Neredeyse bir ay olacaktı. Jeongin'e onu bekleyeceğimi söyleyeli ama o zamandan beri bir kere bile gelmemişti. Felix'in söylediğine göre okulda da eskisi gibiymiş. Beni merak edip Felix'e de bir şey sormamış hiç. Artık onu bekleyeceğimi söylediğim için kendimi salak gibi hissediyordum.

Telefonuma uzanıp en son dinlediğim şarkıya tıkladım. Şarkıyı mırıldanırken çoktan uykuya dalmışım. Gözlerimi açmam sebep olan şey ise Yeji'nin başımda bağırıp durmasıydı. Yataktan kaldığımda ise Yeji karşımdaki sandalyeme oturmuş "Hyun hadi dışarıya çıkalım, çok sıkılıyorum." demişti tatlı olmaya çalışıyordu.

Gözlerimi devirip odamdan çıktım. Banyoya gidip elimi yüzümü yıkadıktan sonra su içmek için mutfağa geçerken Yeji önüme atladı ve lütfen diyerek mutfağa kadar peşimden geldi. Kahve makinesini gösterip "Filtre kahve taze mi?" diye sordum.

"15-20 dakika önce yapmıştım." dediğinde kafamı sallayıp bir bardak su içtim ve bir fincan kahve alıp balkona çıktım. Tabi ki Yeji de peşimden geldi.

"Boşuna ısrar etme Yeji, çıkmak istemiyorum dışarıya." dedim sigaramı yakarken. Dirseklerini masaya koymuş iki elini birden saçlarının arasından geçirip ofladı. Sonra birden ayağa kalkıp sinirle konuşmaya başladı.

"Ne zaman size bir şey yapalım desem üçünüzde aynı boku yapıyorsunuz. Felix sürekli sevgilisiyle, Minho oppanın işleri oluyor diğer zamanlarda beni başından atmak için bahaneler üretiyor, sen ise hala depresyondasın. Üstelik bu şehirde sizden başka tanıdıklarım olmadığını bilmenize rağmen bunu yapmaya devam ettiniz. Bana kardeşim diyordun ya umrunda bile değilim Hyunjin."

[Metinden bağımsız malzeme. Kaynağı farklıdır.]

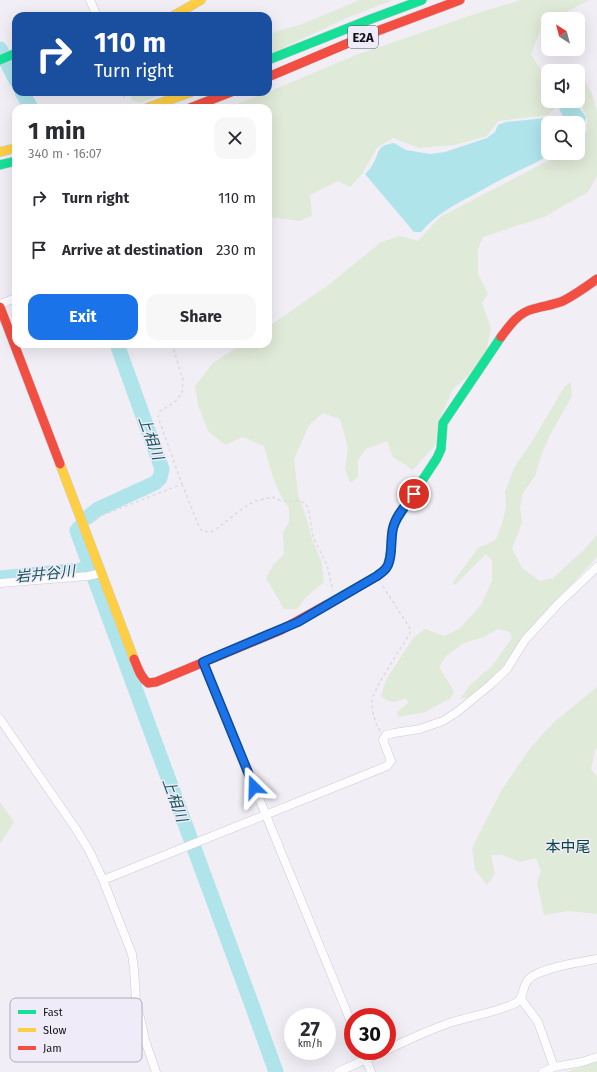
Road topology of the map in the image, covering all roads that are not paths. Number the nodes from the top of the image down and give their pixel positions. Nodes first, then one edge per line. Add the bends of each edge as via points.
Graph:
1 (90, 0) edge
2 (201, 0) edge
3 (422, 0) edge
4 (460, 0) edge
5 (95, 12) edge
6 (181, 12) edge
7 (12, 55) edge
8 (272, 58) edge
9 (0, 60) edge
10 (272, 75) edge
11 (180, 96) edge
12 (221, 96) edge
13 (158, 104) edge
14 (200, 104) edge
15 (12, 149) edge
16 (0, 152) edge
17 (12, 162) edge
18 (0, 165) edge
19 (597, 279) edge
20 (12, 300) edge
21 (0, 304) edge
22 (0, 307) edge
23 (12, 338) edge
24 (16, 348) edge
25 (597, 567) edge
26 (99, 573) junction
27 (0, 583) edge
28 (203, 662) junction
29 (0, 719) edge
30 (266, 814) junction
31 (103, 880) junction
32 (597, 959) edge
33 (136, 998) edge
34 (521, 999) junction
35 (345, 1008) edge
36 (142, 1027) edge
37 (396, 1046) edge
38 (597, 1057) edge
39 (364, 1060) edge
40 (366, 1060) edge
41 (554, 1067) junction
42 (156, 1072) edge
43 (338, 1072) edge
44 (371, 1072) edge
45 (543, 1072) edge

1 - 5 street
2 - 6 main road
3 - 8 main road, E2A
4 - 10 main road, E2A via 372,33
7 - 9 main road
11 - 13 main road
12 - 14 main road
15 - 16 main road
17 - 18 main road
19 - 28 main road via 560,302 526,310 511,323 443,423 441,449 437,458 396,519 385,570 298,622
20 - 21 street
22 - 23 main road
24 - 26 main road via 84,526
25 - 30 street via 525,640 506,669 457,712 443,721 420,729 386,736 383,740 391,761 386,766
26 - 27 street
26 - 28 main road via 144,680 148,683 156,682
28 - 30 street
29 - 31 street via 76,829
30 - 31 street
30 - 35 street
31 - 33 street via 132,954
32 - 34 street via 535,974 528,980
34 - 37 street via 501,1009 449,1023
34 - 41 street via 538,1022
36 - 42 street
38 - 41 street
39 - 43 street
40 - 44 street
41 - 45 street

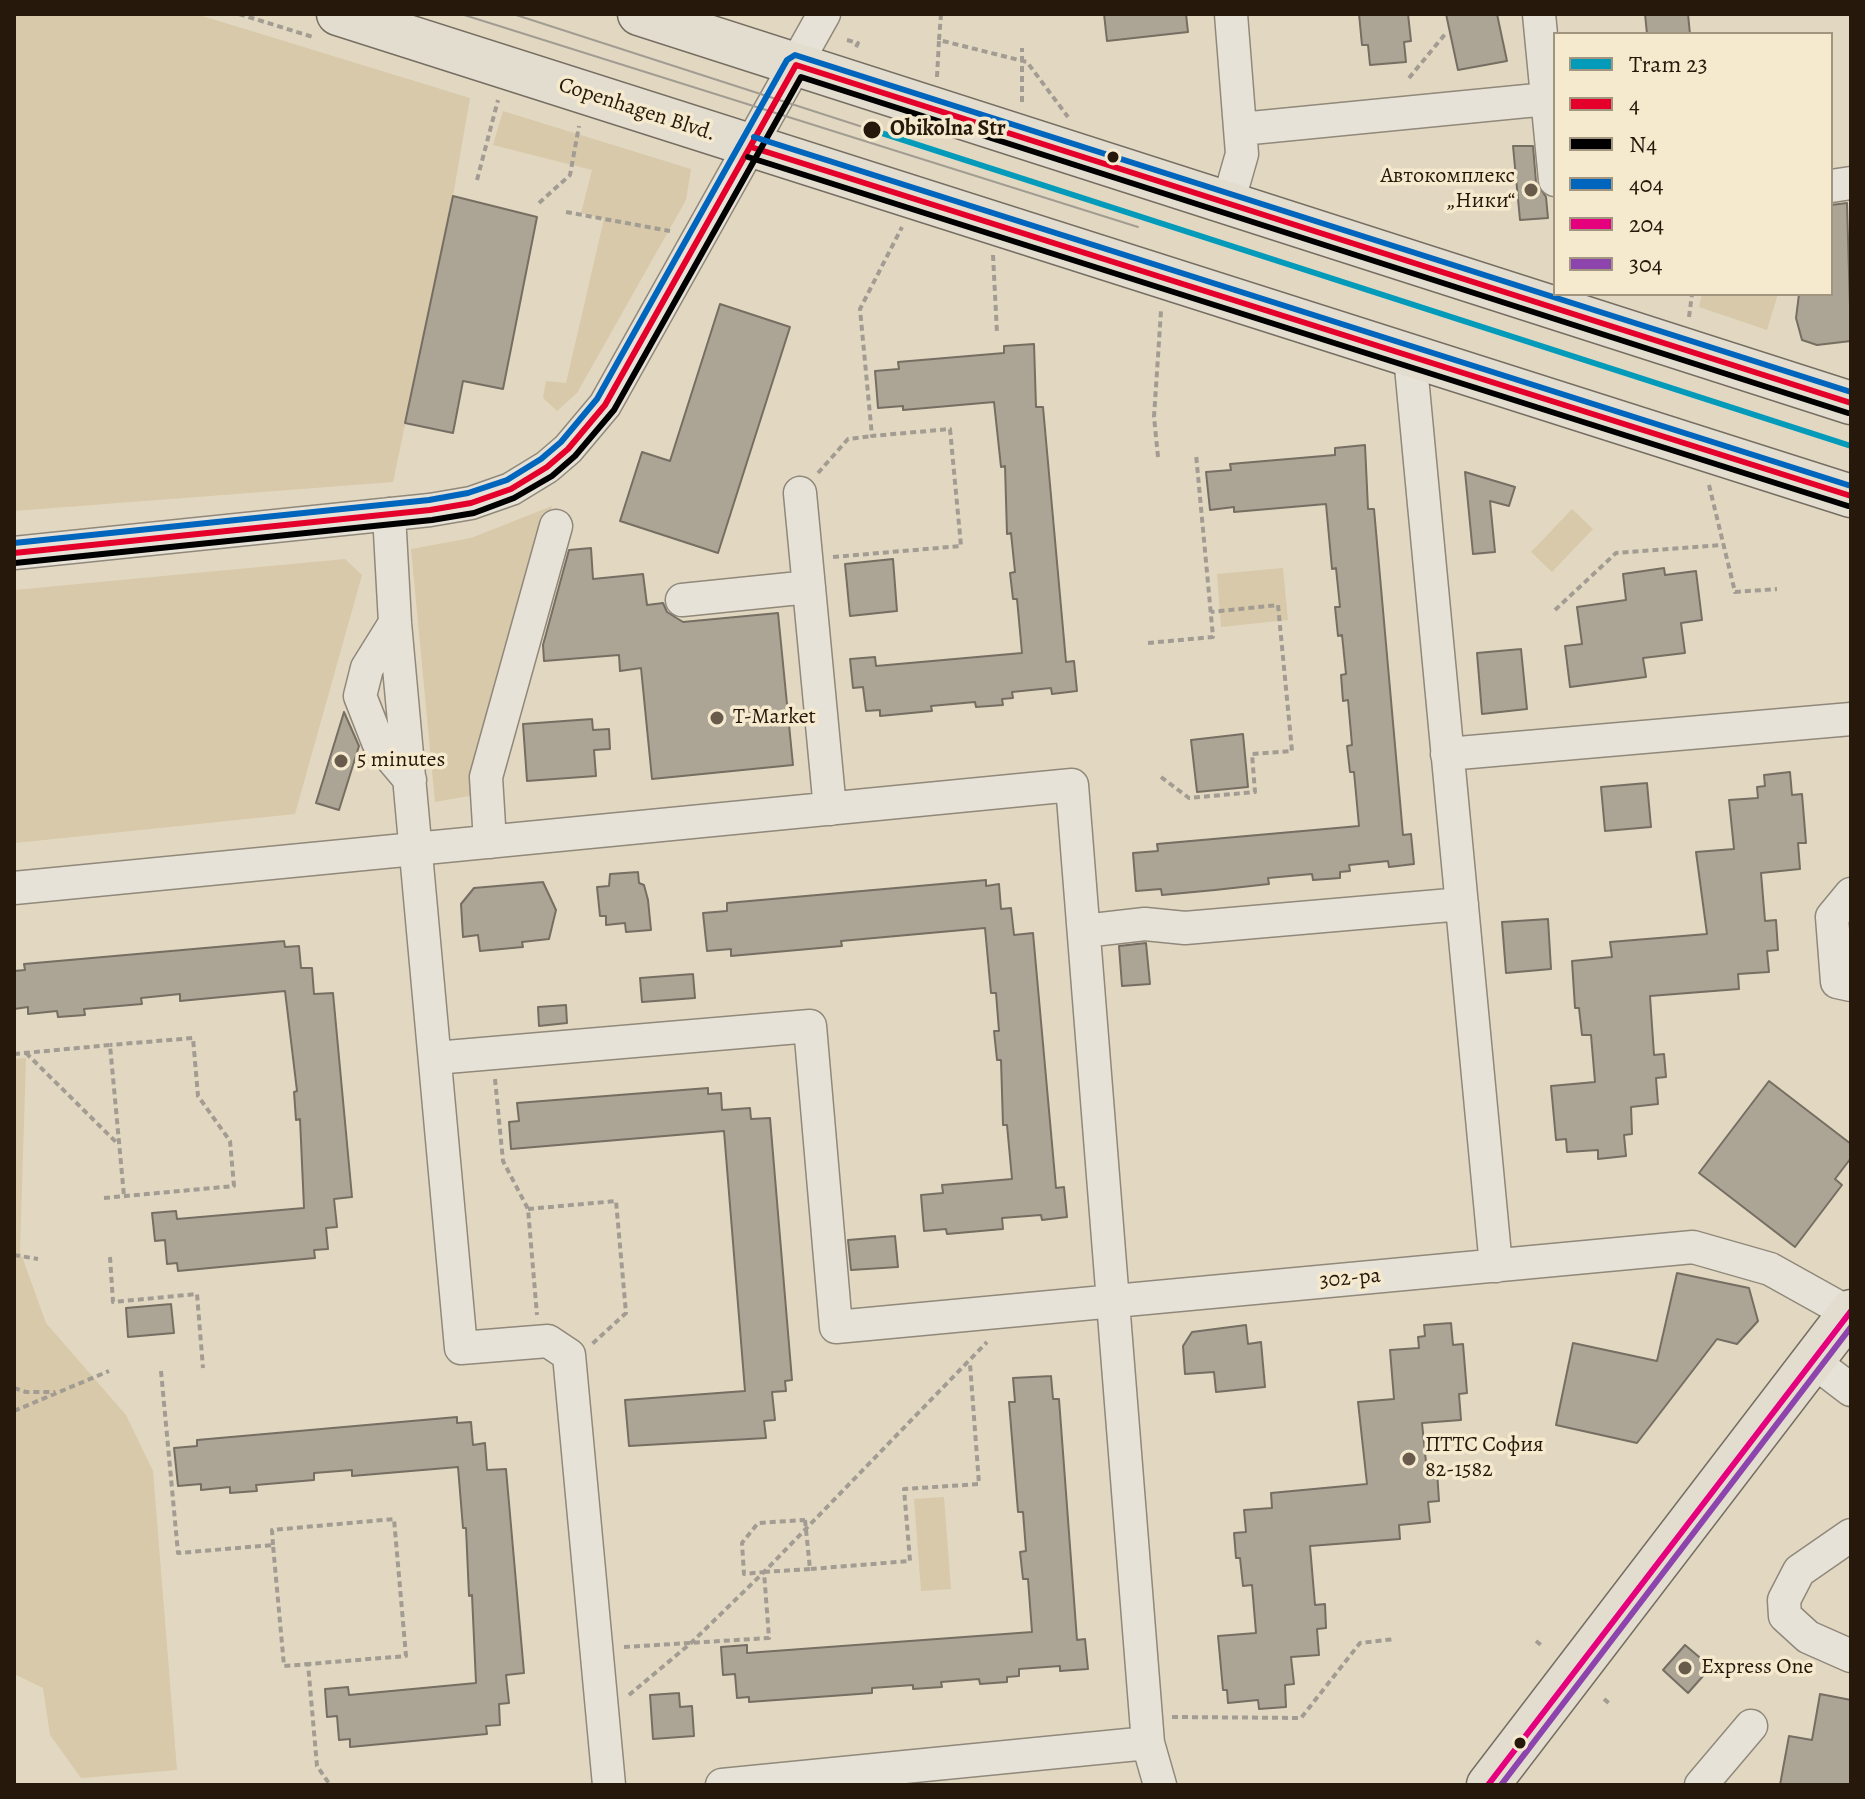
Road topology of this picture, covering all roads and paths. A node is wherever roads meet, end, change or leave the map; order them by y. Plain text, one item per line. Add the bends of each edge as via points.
1 (338, 14) edge
2 (639, 14) edge
3 (824, 14) edge
4 (941, 14) edge
5 (1231, 14) edge
6 (1539, 14) edge
7 (1446, 33) dead end
8 (847, 40) dead end
9 (939, 40) junction
10 (858, 43) dead end
11 (1022, 48) dead end
12 (1022, 60) junction
13 (796, 65) junction
14 (937, 78) dead end
15 (1409, 78) dead end
16 (1547, 99) junction
17 (498, 100) dead end
18 (1022, 106) dead end
19 (1071, 122) dead end
20 (579, 126) dead end
21 (1241, 129) junction
22 (751, 147) junction
23 (1553, 160) edge
24 (477, 180) dead end
25 (539, 203) dead end
26 (1228, 203) junction
27 (566, 212) dead end
28 (904, 224) dead end
29 (677, 232) dead end
30 (993, 254) dead end
31 (1692, 296) edge
32 (1162, 303) dead end
33 (1689, 319) dead end
34 (997, 333) dead end
35 (1410, 356) junction
36 (1851, 403) edge
37 (872, 436) junction
38 (1196, 454) dead end
39 (1158, 457) dead end
40 (1705, 471) dead end
41 (800, 493) joint
42 (1851, 496) edge
43 (389, 514) junction
44 (556, 526) dead end
45 (1723, 545) junction
46 (14, 553) edge
47 (808, 573) junction
48 (1777, 589) dead end
49 (682, 600) dead end
50 (1555, 610) dead end
51 (1211, 612) junction
52 (1148, 643) dead end
53 (1851, 719) edge
54 (1447, 754) junction
55 (1161, 777) dead end
56 (830, 809) junction
57 (490, 842) junction
58 (416, 849) junction
59 (14, 888) edge
60 (1851, 894) edge
61 (1462, 904) junction
62 (1084, 931) junction
63 (1851, 985) edge
64 (110, 1045) junction
65 (26, 1053) junction
66 (492, 1053) junction
67 (14, 1054) edge
68 (435, 1058) junction
69 (119, 1146) junction
70 (124, 1196) junction
71 (104, 1198) dead end
72 (528, 1209) junction
73 (14, 1255) edge
74 (110, 1257) dead end
75 (38, 1259) dead end
76 (1496, 1266) junction
77 (1112, 1301) junction
78 (1013, 1310) junction
79 (1850, 1312) edge
80 (540, 1341) junction
81 (1813, 1361) junction
82 (571, 1363) junction
83 (970, 1364) junction
84 (203, 1368) dead end
85 (109, 1371) dead end
86 (161, 1371) dead end
87 (14, 1388) edge
88 (1851, 1390) edge
89 (58, 1392) junction
90 (14, 1411) edge
91 (805, 1520) junction
92 (815, 1520) junction
93 (806, 1529) junction
94 (1851, 1535) edge
95 (273, 1545) junction
96 (810, 1569) junction
97 (764, 1572) junction
98 (1395, 1639) dead end
99 (691, 1643) junction
100 (597, 1649) junction
101 (1851, 1656) edge
102 (308, 1664) junction
103 (1604, 1699) dead end
104 (1610, 1704) dead end
105 (603, 1717) junction
106 (1751, 1726) dead end
107 (1146, 1730) junction
108 (330, 1785) edge
109 (609, 1785) edge
110 (722, 1785) edge
111 (1160, 1785) edge
112 (1488, 1785) edge
113 (1701, 1785) edge

1 - 22 main road, Copenhagen Blvd.
2 - 13 main road
3 - 13 street
4 - 9 path
5 - 21 street
6 - 16 street
7 - 15 path
8 - 10 path
9 - 12 path
9 - 14 path
11 - 12 path
12 - 18 path
12 - 19 path
13 - 22 street
13 - 26 main road
16 - 21 street
16 - 23 street
17 - 24 path
20 - 25 path via 570,175
21 - 26 street via 1242,154
22 - 35 main road, Copenhagen Blvd.
22 - 43 street via 605,405 568,449 547,467 471,503
26 - 36 main road
27 - 29 path
28 - 37 path via 860,309
30 - 34 path
31 - 33 path
32 - 39 path via 1156,374
35 - 42 main road, Copenhagen Blvd.
35 - 54 street
37 - 41 path via 848,439
37 - 47 path via 950,429 961,546
38 - 51 path
40 - 45 path
41 - 47 street
43 - 46 street
43 - 58 street
44 - 57 street via 486,777
45 - 48 path via 1735,592
45 - 50 path via 1616,553
47 - 49 street
47 - 56 street
51 - 52 path via 1213,637
51 - 55 path via 1278,605 1292,751 1252,754 1255,792 1189,798
53 - 54 street
54 - 61 street
56 - 57 street
56 - 62 street via 1072,785
57 - 58 street
58 - 59 street
58 - 68 street
60 - 63 street via 1832,917 1837,982
61 - 62 street via 1185,928 1145,924
61 - 76 street
62 - 77 street
64 - 65 path
64 - 69 path
64 - 70 path via 193,1038 198,1096 230,1141 232,1156 234,1186
65 - 67 path
65 - 69 path
66 - 68 street
66 - 72 path via 503,1161
66 - 78 street, 302-ра via 810,1026 836,1327
68 - 80 street via 461,1348
69 - 70 path
70 - 71 path
72 - 80 path
72 - 82 path via 616,1201 626,1313
73 - 75 path
74 - 84 path via 113,1302 197,1294
76 - 77 street, 302-ра
76 - 79 street, 302-ра via 1693,1247 1770,1269
77 - 78 street, 302-ра
77 - 107 street
78 - 83 path
79 - 81 main road
80 - 82 street via 564,1348
81 - 88 street
81 - 112 main road
82 - 100 street
83 - 92 path
83 - 96 path via 979,1484 904,1489 910,1561
85 - 89 path
86 - 95 path via 178,1553
87 - 89 path
89 - 90 path
91 - 92 path
91 - 93 path
91 - 97 path via 758,1523 742,1543 744,1574
92 - 93 path
93 - 96 path
93 - 97 path
94 - 101 street via 1799,1571 1784,1600 1785,1616 1808,1637
95 - 102 path via 284,1666
95 - 102 path via 272,1530 394,1519 406,1656
96 - 97 path
97 - 99 path
97 - 99 path via 769,1638
98 - 107 path via 1360,1643 1301,1718
99 - 100 path
99 - 105 path
100 - 105 street
102 - 108 path via 317,1766
103 - 104 path
105 - 109 street
106 - 113 street
107 - 110 street
107 - 111 street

Sözleri biter bitmez balkondan çıkıp gitmişti. Bunları bu kadar taktığını düşünmemiştim. Gerçi son bir kaç aydır çevremde olan biten şeylere karşı aşırı duyarsızlaşmıştım. Umursamıyorum evet haklıydı. Yeji kardeşim değildi belki ama kardeşim gibiydi bu yaşımıza kadar beraber büyümüştük ve sadece benden birkaç ay küçük olduğu için ona hep abilik taslamaya çalışmıştım. Yeji amcamın kızıydı ve biz on yaşındayken kötü bir trafik kazasıyla amcam ve yengem hayatlarını kaybetmişlerdi. O günden beri Yeji hep bizimleydi.

Sigaramı söndürüp odama geçtim. Üzerimdeki kıyafetlerimi çıkarıp şort ve tişört giydim. Ardından Yeji'nin odasına gittim. Tahmin ettiğim gibi kocaman bir paket cipsi açlıktan ölecekmiş gibi yerken saçma sapan bir komedi filmi izliyordu. Gözlerimi devirip elinden cips paketini aldım. Bu sırada saldıracakmış gibi görünse de sessiz kalmıştı.